Y es que se desacredita al médico a quien se le prueba que no posee título ni hizo estudios, y se desacredita al curandero a quien se le prueba que los hizo y que es médico titulado. Porque unos creen en la ciencia, en el estudio, y otros creen en la persona, en la inspiración y hasta en la ignorancia.

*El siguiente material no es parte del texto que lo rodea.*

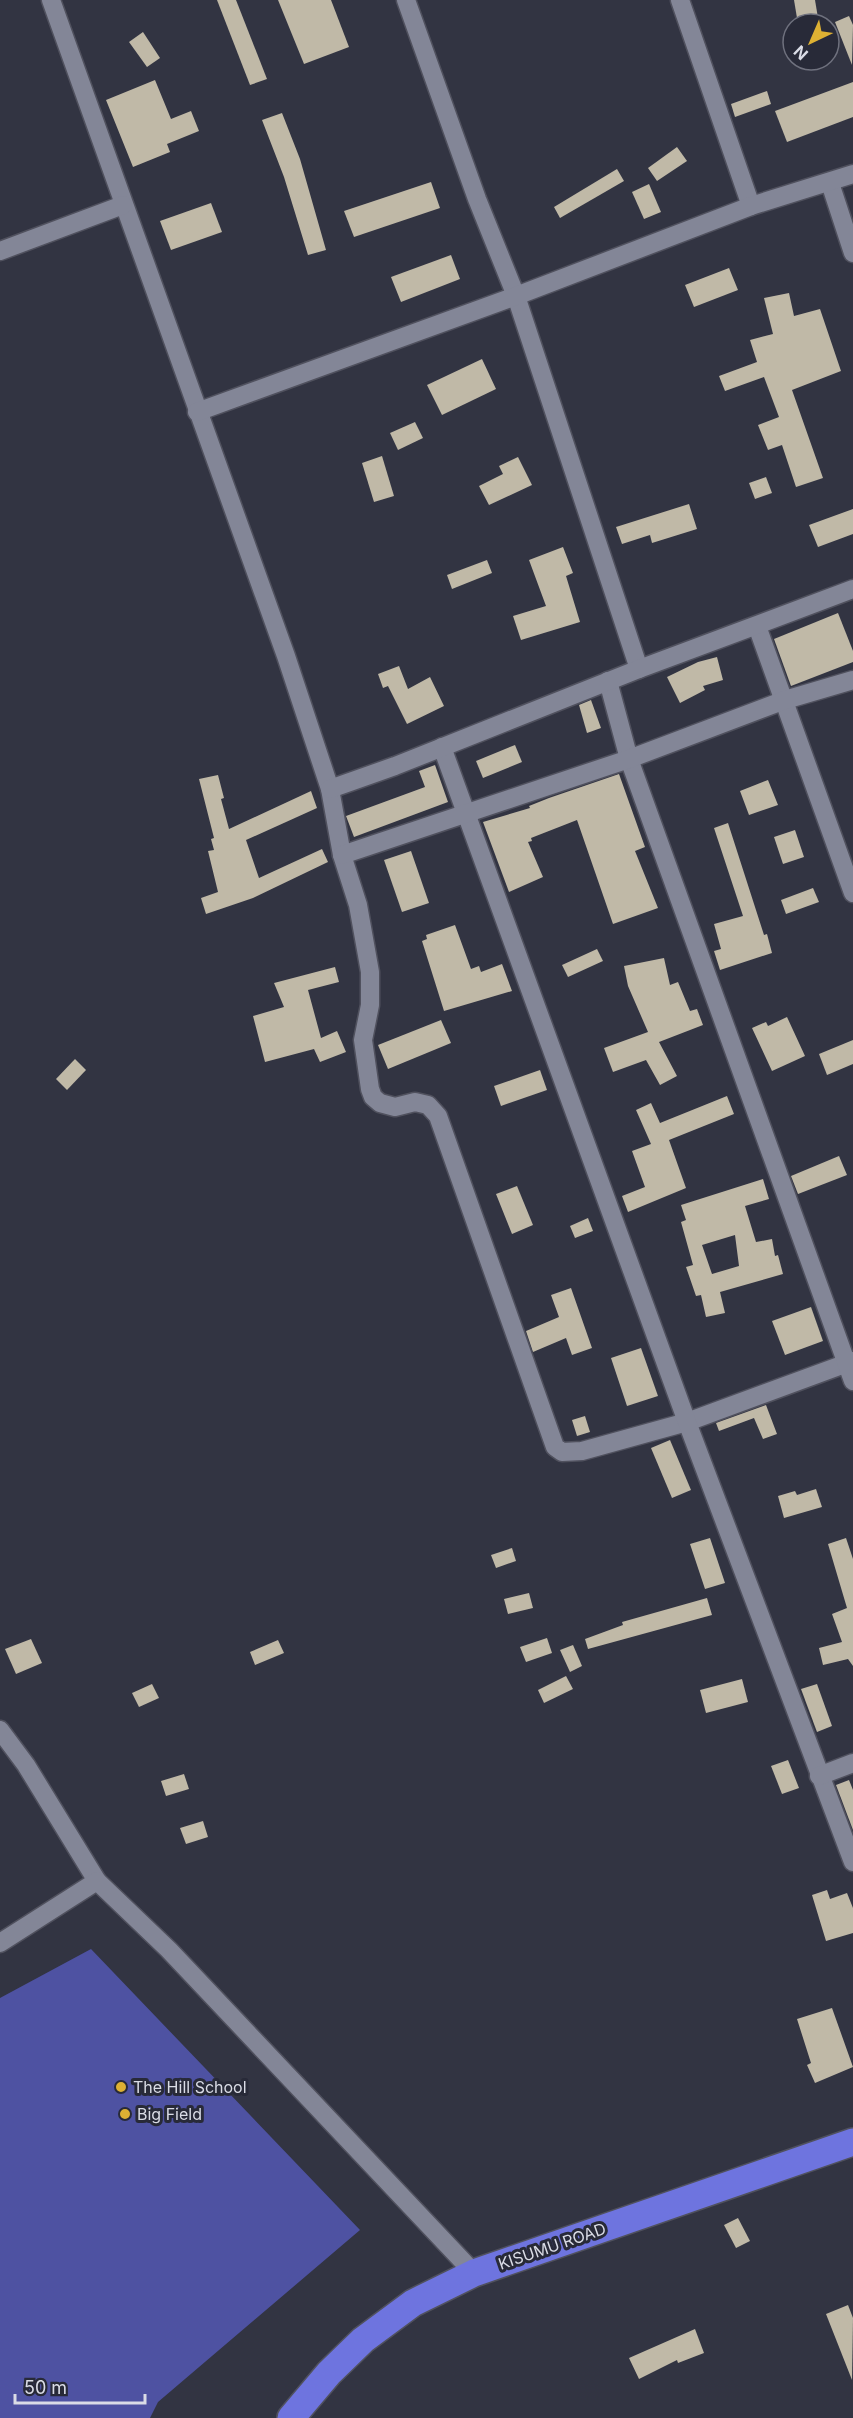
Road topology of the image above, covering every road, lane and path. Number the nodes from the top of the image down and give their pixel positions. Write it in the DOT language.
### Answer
graph roads {
  1 [pos="51,0"];
  2 [pos="406,0"];
  3 [pos="680,0"];
  4 [pos="853,174"];
  5 [pos="830,183"];
  6 [pos="123,205"];
  7 [pos="751,206"];
  8 [pos="0,251"];
  9 [pos="853,253"];
  10 [pos="516,296"];
  11 [pos="198,412"];
  12 [pos="853,589"];
  13 [pos="757,626"];
  14 [pos="639,669"];
  15 [pos="853,680"];
  16 [pos="608,681"];
  17 [pos="785,700"];
  18 [pos="442,747"];
  19 [pos="629,759"];
  20 [pos="330,789"];
  21 [pos="467,814"];
  22 [pos="342,855"];
  23 [pos="853,893"];
  24 [pos="850,1363"];
  25 [pos="853,1381"];
  26 [pos="687,1422"];
  27 [pos="0,1730"];
  28 [pos="853,1763"];
  29 [pos="819,1776"];
  30 [pos="853,1862"];
  31 [pos="97,1881"];
  32 [pos="0,1942"];
  33 [pos="853,2142"];
  34 [pos="474,2273"];
  35 [pos="291,2418"];
  1 -- 6 [label="street"];
  2 -- 10 [label="street"];
  3 -- 7 [label="street"];
  4 -- 5 [label="street"];
  5 -- 7 [label="street"];
  5 -- 9 [label="street"];
  6 -- 8 [label="street"];
  6 -- 11 [label="street"];
  7 -- 10 [label="street"];
  10 -- 11 [label="street"];
  10 -- 14 [label="street"];
  11 -- 20 [label="street"];
  12 -- 13 [label="street"];
  13 -- 14 [label="street"];
  13 -- 17 [label="street"];
  14 -- 16 [label="street"];
  15 -- 17 [label="street"];
  16 -- 18 [label="street"];
  16 -- 19 [label="street"];
  17 -- 19 [label="street"];
  17 -- 23 [label="street"];
  18 -- 20 [label="street"];
  18 -- 21 [label="street"];
  19 -- 21 [label="street"];
  19 -- 24 [label="street"];
  20 -- 22 [label="street"];
  21 -- 22 [label="street"];
  21 -- 26 [label="street"];
  22 -- 26 [label="street"];
  24 -- 25 [label="street"];
  24 -- 26 [label="street"];
  26 -- 29 [label="street"];
  27 -- 31 [label="street"];
  28 -- 29 [label="street"];
  29 -- 30 [label="street"];
  31 -- 32 [label="street"];
  31 -- 34 [label="street"];
  33 -- 34 [label="highway, KISUMU ROAD"];
  34 -- 35 [label="highway, KISUMU ROAD"];
}
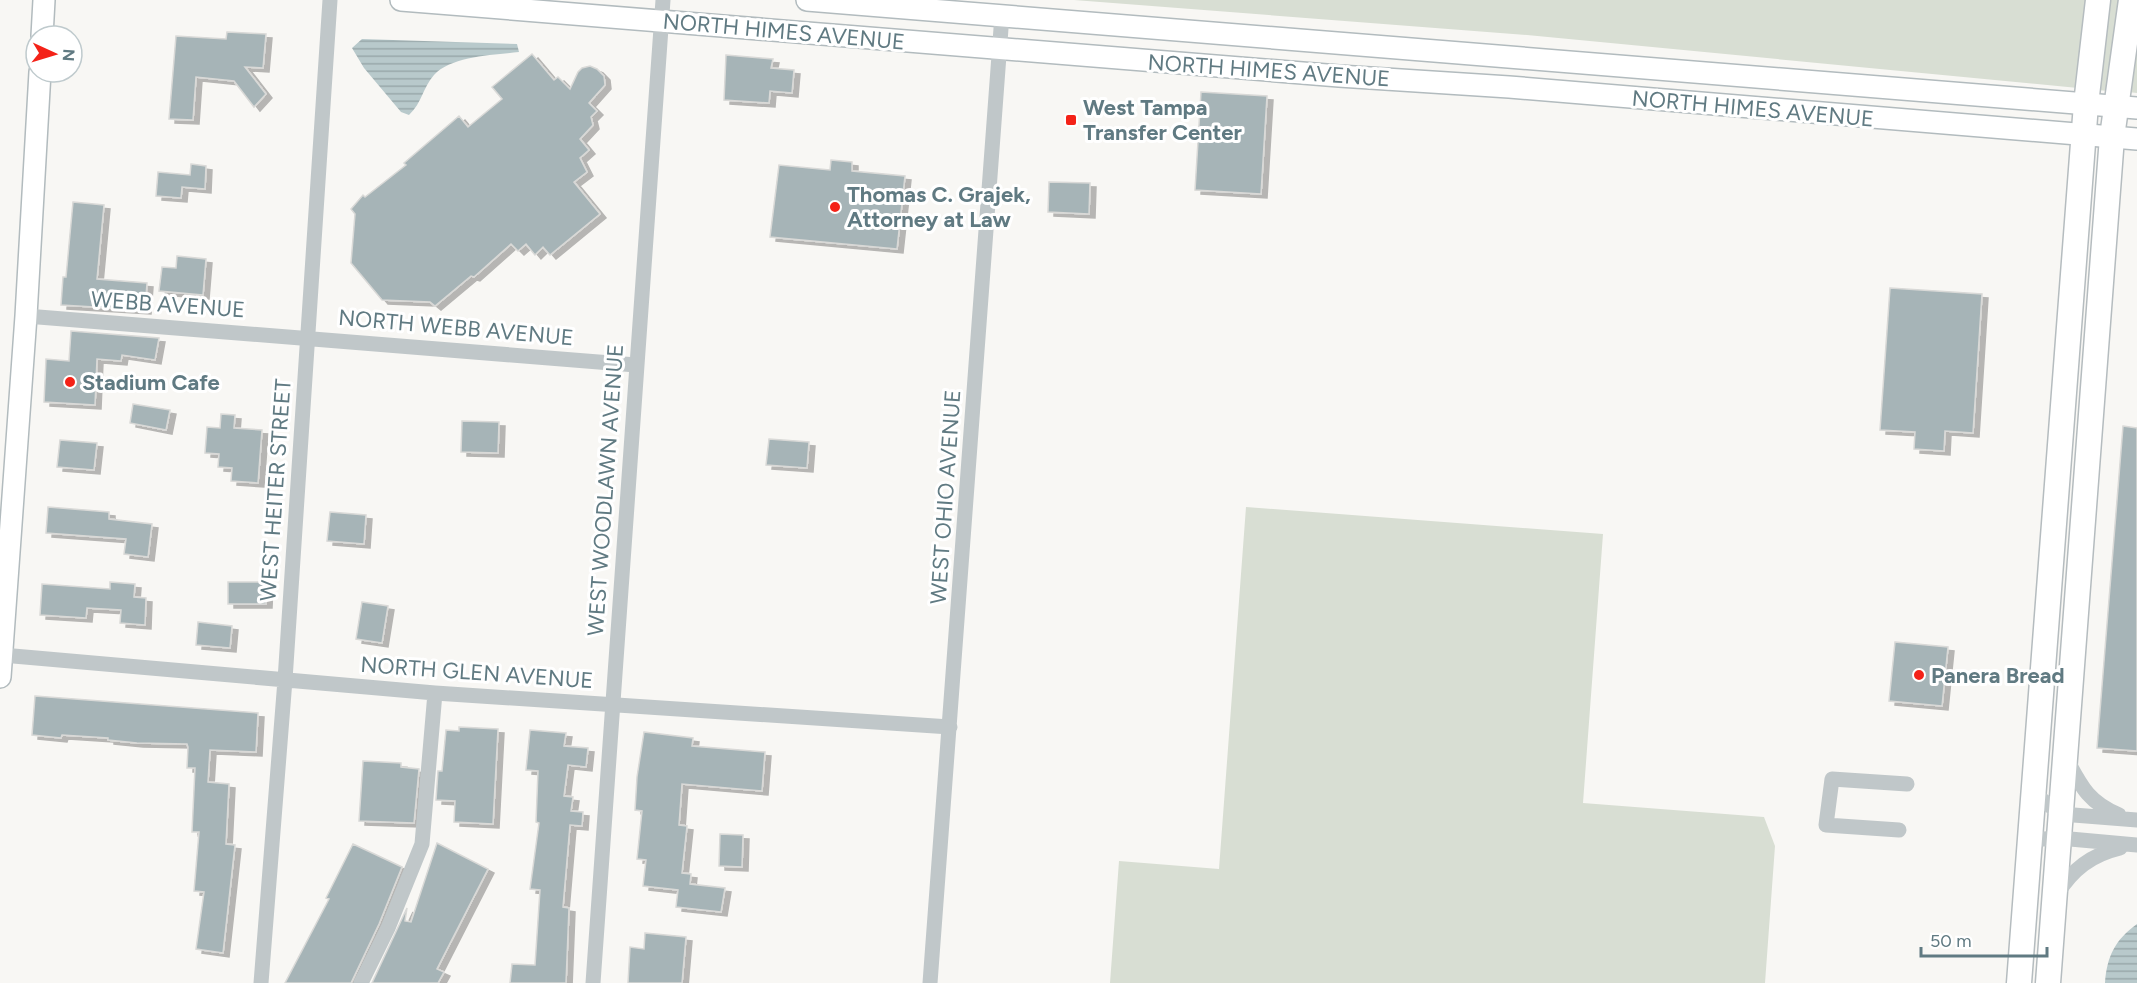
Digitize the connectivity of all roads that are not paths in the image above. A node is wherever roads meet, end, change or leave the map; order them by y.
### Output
1 (44, 0) edge
2 (330, 0) edge
3 (401, 0) edge
4 (807, 0) edge
5 (2098, 0) edge
6 (2132, 0) edge
7 (662, 10) edge
8 (1002, 15) junction
9 (43, 24) edge
10 (1000, 48) junction
11 (1393, 48) junction
12 (1393, 79) junction
13 (39, 84) edge
14 (2086, 104) junction
15 (2126, 107) edge
16 (2084, 135) junction
17 (2112, 137) junction
18 (2137, 139) edge
19 (26, 316) junction
20 (307, 338) junction
21 (636, 364) junction
22 (6, 498) edge
23 (2, 655) junction
24 (0, 677) edge
25 (285, 680) junction
26 (435, 693) junction
27 (613, 705) junction
28 (950, 726) junction
29 (2065, 755) junction
30 (1907, 784) dead end
31 (2033, 793) junction
32 (2061, 814) junction
33 (2135, 820) edge
34 (1899, 830) dead end
35 (2059, 838) junction
36 (2029, 840) junction
37 (2135, 845) edge
38 (2054, 899) junction
39 (261, 983) edge
40 (361, 983) edge
41 (593, 983) edge
42 (930, 983) edge
43 (2019, 983) edge
44 (2048, 983) edge

1 - 9 street
2 - 20 street, WEST HEITER STREET
3 - 7 street, NORTH HIMES AVENUE
4 - 8 street, NORTH HIMES AVENUE
5 - 14 main road
6 - 15 main road
7 - 10 street, NORTH HIMES AVENUE
7 - 21 street, WEST WOODLAWN AVENUE
8 - 10 street, WEST OHIO AVENUE
8 - 11 street, NORTH HIMES AVENUE
10 - 12 street, NORTH HIMES AVENUE
10 - 28 street, WEST OHIO AVENUE
11 - 12 street
11 - 14 street, NORTH HIMES AVENUE
12 - 16 street, NORTH HIMES AVENUE
13 - 19 street
14 - 15 street, NORTH HIMES AVENUE
14 - 16 main road
15 - 17 main road
16 - 17 street, NORTH HIMES AVENUE
16 - 31 main road
17 - 18 street, NORTH HIMES AVENUE
17 - 29 main road
19 - 20 street, WEBB AVENUE
19 - 22 street
20 - 21 street, NORTH WEBB AVENUE
20 - 25 street, WEST HEITER STREET
21 - 27 street, WEST WOODLAWN AVENUE
22 - 23 street
23 - 24 street
23 - 25 street, NORTH GLEN AVENUE
25 - 26 street, NORTH GLEN AVENUE
25 - 39 street, WEST HEITER STREET
26 - 27 street, NORTH GLEN AVENUE
26 - 40 street
27 - 28 street, NORTH GLEN AVENUE
27 - 41 street, WEST WOODLAWN AVENUE
28 - 42 street, WEST OHIO AVENUE
29 - 32 main road
29 - 33 street
30 - 34 street
31 - 32 street
31 - 36 main road
32 - 33 street
32 - 35 main road
35 - 36 street
35 - 37 street
35 - 38 main road
36 - 43 main road
37 - 38 street
38 - 44 main road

«Hay una distinción en la geografía del mundo que se nos presenta cuando establecemos los diferentes pensamientos y deseos de los hombres respecto a su religión. Recordemos cómo el mundo todo está en general dividido en dos hemisferios por lo que a esto hace. Una mitad del mundo, el gran Oriente oscuro, es místico. Insiste en no ver cosa alguna demasiado clara. Poned distinta y clara una cualquiera de las grandes ideas de la vida, e inmediatamente le parece al oriental que no es verdadera. Tiene un instinto que le dice que los más vastos pensamientos son demasiado vastos para la humana mente, y que si se presentan en forma de expresión que la mente humana puede comprender, se violenta su naturaleza y se pierde su fuerza. Y por otra parte, el Occidente exige claridad y se impacienta con el misterio. Le gusta una proposición definida tanto como a su hermano del Oriente le desagrada. Insiste en saber lo que significan para su vida personal las fuerzas eternas e infinitas, cómo han de hacerle personalmente más feliz y mejor y casi cómo han de construir la casa que le abrigue y cocerle la cena en el fogón... Sin duda hay excepciones; místicos en Boston y San Luis, hombres atenidos a los hechos en Bombay y Calcuta. Ambas disposiciones de ánimo no pueden estar separadas una de la otra por un océano o una cordillera. En ciertas naciones y tierras, como, por ejemplo, entre los judíos y en nuestra propia Inglaterra, se mezclan mucho. Pero en general, dividen así el mundo. El Oriente cree en la luz de luna del misterio; el Occidente, en el mediodía del hecho científico. El Oriente pide al Eterno vagos impulsos; el Occidente coge el presente con ligera mano y no quiere soltarlo hasta que le dé motivos razonables, inteligibles. Cada uno de ellos entiende mal al otro, desconfía de él, y hasta en gran parte le desprecia. Pero ambos hemisferios juntos, y no uno de ellos por sí forman el mundo todo.» Así dijo en uno de sus sermones el reverendo Philips Brooks, obispo que fue de Massachusetts, el gran predicador unitariano (Ver The Mistery of Iniquity and Other Sermons, sermón XII).